## Task objective
For the word "Austin", work out how many lines in the records below contain it and state that count alone.

## Supplied data
━━━━━━
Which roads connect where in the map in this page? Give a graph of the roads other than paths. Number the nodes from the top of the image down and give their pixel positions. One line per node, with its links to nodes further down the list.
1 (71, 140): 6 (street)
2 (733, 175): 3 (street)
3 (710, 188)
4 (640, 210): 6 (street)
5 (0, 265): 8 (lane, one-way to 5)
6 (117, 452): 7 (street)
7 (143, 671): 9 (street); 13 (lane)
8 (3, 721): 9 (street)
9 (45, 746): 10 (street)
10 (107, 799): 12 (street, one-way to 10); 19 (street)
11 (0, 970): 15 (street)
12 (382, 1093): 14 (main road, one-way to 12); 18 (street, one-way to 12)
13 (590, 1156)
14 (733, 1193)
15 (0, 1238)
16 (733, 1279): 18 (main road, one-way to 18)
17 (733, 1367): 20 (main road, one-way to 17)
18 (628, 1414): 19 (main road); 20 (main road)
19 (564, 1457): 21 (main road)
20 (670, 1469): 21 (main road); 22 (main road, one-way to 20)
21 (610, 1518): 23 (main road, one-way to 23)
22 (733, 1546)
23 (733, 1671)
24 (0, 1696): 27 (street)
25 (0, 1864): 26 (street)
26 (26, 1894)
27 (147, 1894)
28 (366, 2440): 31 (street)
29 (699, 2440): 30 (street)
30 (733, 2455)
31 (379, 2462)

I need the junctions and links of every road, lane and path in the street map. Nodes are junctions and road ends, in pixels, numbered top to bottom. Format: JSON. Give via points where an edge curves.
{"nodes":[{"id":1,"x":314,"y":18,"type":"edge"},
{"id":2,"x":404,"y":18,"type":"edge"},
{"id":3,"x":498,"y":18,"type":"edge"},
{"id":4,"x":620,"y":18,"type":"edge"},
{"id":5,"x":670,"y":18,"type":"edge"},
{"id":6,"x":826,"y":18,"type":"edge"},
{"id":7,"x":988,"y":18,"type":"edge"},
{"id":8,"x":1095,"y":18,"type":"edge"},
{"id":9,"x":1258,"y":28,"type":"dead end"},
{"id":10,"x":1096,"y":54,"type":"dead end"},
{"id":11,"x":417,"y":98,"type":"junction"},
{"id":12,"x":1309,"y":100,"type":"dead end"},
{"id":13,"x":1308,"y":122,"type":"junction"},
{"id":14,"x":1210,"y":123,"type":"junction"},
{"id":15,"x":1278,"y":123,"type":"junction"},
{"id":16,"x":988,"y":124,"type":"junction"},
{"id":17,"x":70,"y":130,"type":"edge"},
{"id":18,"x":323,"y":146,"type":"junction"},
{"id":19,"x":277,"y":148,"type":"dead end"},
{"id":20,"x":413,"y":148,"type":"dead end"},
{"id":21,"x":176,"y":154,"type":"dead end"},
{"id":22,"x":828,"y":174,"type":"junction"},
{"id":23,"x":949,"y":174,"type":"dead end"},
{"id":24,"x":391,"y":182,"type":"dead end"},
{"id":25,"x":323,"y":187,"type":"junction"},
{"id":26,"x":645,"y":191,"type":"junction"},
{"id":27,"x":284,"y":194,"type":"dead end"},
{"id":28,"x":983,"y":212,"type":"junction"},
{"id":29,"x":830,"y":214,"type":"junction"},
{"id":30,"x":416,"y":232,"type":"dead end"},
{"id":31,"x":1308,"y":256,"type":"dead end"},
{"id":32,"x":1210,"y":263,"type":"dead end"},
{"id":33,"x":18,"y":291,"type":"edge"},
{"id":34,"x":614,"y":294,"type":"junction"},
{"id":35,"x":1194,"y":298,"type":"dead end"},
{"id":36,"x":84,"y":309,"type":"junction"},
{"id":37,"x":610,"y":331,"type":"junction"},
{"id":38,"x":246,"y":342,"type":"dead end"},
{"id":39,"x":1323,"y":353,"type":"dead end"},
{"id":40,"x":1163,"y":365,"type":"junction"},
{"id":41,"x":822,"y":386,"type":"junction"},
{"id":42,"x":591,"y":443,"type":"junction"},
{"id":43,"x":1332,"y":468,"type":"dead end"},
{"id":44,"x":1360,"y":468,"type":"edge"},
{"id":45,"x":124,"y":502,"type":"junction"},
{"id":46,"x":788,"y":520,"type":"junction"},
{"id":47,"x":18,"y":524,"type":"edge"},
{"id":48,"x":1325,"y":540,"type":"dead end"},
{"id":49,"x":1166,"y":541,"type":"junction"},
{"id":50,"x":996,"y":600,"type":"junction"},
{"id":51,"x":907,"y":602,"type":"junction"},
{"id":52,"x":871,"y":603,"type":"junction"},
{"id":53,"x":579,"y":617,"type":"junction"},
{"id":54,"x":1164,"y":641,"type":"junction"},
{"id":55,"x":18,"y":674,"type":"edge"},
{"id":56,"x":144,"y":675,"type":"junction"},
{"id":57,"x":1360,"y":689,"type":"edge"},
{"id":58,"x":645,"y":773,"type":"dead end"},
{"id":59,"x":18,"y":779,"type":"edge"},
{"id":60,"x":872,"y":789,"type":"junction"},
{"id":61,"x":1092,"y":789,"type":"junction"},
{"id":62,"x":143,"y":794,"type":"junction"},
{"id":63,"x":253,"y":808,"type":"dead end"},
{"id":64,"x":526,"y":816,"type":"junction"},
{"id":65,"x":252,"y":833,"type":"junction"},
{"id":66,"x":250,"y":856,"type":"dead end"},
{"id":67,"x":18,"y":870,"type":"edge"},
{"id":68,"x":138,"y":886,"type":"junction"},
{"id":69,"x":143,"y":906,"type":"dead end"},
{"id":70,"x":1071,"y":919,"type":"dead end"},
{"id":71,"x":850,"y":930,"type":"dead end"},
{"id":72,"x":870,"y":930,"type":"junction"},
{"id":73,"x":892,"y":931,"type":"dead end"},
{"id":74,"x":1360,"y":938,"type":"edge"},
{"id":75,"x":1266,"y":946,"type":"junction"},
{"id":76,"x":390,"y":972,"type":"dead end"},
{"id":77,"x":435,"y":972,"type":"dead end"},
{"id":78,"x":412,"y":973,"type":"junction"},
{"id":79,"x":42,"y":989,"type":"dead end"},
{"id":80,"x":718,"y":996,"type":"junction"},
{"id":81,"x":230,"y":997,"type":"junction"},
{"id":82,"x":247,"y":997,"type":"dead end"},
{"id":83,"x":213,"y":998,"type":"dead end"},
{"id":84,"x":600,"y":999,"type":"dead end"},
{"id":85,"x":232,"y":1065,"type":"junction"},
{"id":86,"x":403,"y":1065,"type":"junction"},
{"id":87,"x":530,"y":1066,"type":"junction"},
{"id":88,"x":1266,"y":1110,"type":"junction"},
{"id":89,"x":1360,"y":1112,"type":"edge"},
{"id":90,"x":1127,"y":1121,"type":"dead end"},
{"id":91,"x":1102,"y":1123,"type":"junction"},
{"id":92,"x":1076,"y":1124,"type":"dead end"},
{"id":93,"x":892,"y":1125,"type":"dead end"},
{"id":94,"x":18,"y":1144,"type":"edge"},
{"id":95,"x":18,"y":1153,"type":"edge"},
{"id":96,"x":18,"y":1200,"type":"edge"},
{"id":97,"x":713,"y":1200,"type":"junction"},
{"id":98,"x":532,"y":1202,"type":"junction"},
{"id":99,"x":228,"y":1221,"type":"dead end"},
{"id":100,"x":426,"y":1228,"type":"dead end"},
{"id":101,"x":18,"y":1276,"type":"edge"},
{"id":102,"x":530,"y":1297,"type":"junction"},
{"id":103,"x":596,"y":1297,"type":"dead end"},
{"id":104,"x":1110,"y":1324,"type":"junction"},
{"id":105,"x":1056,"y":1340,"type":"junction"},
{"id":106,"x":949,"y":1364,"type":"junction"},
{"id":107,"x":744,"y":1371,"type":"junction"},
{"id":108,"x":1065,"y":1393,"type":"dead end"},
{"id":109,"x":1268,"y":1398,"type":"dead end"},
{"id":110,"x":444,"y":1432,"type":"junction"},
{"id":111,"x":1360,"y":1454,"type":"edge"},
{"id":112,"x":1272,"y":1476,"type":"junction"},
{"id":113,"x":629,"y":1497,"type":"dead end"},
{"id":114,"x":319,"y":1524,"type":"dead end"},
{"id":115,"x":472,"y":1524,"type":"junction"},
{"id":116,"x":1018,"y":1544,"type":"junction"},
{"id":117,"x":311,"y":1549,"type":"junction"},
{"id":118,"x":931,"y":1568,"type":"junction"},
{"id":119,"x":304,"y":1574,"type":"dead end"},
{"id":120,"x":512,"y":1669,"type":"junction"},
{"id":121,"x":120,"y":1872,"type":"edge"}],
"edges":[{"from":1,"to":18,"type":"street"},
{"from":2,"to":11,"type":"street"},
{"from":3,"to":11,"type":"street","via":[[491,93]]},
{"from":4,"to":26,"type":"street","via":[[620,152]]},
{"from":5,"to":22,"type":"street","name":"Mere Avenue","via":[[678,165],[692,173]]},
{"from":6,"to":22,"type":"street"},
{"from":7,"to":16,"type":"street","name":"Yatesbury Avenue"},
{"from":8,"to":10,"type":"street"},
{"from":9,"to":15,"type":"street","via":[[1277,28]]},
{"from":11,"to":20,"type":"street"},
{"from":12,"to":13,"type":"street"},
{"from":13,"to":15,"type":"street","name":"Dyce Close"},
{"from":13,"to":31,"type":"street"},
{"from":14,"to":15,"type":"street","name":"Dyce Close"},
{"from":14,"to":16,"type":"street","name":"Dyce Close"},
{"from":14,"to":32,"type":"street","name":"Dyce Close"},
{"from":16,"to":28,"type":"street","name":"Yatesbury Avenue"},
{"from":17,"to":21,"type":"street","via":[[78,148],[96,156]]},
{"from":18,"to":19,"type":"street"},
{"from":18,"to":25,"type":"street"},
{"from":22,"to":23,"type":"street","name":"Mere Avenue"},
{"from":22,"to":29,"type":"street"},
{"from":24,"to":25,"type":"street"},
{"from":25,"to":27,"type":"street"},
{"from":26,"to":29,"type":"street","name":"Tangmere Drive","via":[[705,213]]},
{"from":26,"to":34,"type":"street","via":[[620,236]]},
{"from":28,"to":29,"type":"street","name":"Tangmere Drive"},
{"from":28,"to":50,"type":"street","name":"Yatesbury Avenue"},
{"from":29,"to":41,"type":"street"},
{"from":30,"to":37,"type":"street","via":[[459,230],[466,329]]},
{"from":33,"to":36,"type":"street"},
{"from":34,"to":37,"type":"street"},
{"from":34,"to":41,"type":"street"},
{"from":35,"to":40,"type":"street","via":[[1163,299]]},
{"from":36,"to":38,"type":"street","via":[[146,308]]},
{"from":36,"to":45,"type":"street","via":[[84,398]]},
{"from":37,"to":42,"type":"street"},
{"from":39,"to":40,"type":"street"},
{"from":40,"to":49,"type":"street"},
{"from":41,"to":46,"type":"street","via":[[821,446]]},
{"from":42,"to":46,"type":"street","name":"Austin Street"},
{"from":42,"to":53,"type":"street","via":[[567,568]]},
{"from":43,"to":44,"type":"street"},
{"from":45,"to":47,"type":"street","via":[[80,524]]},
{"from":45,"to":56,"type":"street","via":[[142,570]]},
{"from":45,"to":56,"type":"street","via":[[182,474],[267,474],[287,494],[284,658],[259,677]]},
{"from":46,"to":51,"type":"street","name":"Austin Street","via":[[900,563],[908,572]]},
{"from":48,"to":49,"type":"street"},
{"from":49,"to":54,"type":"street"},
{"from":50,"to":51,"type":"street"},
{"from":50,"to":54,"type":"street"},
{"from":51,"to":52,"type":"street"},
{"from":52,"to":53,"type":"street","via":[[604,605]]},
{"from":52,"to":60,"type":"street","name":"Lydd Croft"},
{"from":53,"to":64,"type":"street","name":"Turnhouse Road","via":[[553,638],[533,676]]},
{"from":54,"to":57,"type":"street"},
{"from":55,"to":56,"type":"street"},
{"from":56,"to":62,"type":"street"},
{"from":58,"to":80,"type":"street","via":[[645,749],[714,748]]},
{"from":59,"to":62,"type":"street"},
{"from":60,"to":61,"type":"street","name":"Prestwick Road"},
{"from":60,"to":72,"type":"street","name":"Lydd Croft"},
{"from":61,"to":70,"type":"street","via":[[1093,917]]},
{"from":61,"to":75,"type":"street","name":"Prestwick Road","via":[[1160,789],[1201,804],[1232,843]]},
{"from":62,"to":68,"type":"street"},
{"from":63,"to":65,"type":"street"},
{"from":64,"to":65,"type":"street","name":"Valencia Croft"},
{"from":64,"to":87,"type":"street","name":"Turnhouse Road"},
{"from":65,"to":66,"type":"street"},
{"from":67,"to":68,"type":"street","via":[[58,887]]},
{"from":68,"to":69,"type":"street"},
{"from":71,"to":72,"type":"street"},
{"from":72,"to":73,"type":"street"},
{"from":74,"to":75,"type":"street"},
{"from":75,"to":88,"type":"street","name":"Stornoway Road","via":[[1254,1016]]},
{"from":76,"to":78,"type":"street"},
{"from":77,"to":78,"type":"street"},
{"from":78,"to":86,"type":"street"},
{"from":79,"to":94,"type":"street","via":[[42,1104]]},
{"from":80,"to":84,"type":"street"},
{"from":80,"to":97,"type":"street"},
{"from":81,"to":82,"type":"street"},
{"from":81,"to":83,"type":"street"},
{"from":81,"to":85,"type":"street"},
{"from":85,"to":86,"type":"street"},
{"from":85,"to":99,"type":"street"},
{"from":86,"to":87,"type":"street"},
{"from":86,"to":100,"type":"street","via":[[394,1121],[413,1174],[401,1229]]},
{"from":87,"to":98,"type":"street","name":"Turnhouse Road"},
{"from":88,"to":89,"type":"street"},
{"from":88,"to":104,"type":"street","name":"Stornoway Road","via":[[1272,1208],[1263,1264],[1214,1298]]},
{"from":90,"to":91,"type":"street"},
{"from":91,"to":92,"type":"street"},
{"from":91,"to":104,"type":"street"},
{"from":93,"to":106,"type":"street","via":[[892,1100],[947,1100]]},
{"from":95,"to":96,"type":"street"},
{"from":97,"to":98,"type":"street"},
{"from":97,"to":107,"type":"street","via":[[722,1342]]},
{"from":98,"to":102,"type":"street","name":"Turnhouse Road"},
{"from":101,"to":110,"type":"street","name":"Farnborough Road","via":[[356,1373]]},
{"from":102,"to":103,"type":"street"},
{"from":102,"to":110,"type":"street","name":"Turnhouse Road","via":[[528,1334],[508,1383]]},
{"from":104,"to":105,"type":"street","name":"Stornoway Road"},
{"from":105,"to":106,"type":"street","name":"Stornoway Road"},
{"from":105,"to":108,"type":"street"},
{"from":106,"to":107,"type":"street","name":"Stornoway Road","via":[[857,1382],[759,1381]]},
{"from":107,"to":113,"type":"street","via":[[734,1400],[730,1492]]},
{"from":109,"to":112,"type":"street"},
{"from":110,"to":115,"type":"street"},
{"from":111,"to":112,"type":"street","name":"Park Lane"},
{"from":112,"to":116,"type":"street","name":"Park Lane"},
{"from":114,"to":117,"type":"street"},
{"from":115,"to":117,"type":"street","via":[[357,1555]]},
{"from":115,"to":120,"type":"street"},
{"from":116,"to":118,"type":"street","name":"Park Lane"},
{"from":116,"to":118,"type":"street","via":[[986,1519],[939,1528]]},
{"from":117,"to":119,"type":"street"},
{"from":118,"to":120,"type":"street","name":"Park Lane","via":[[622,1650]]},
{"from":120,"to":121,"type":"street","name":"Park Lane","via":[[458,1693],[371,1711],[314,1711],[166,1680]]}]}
━━━━━━
## Response box
2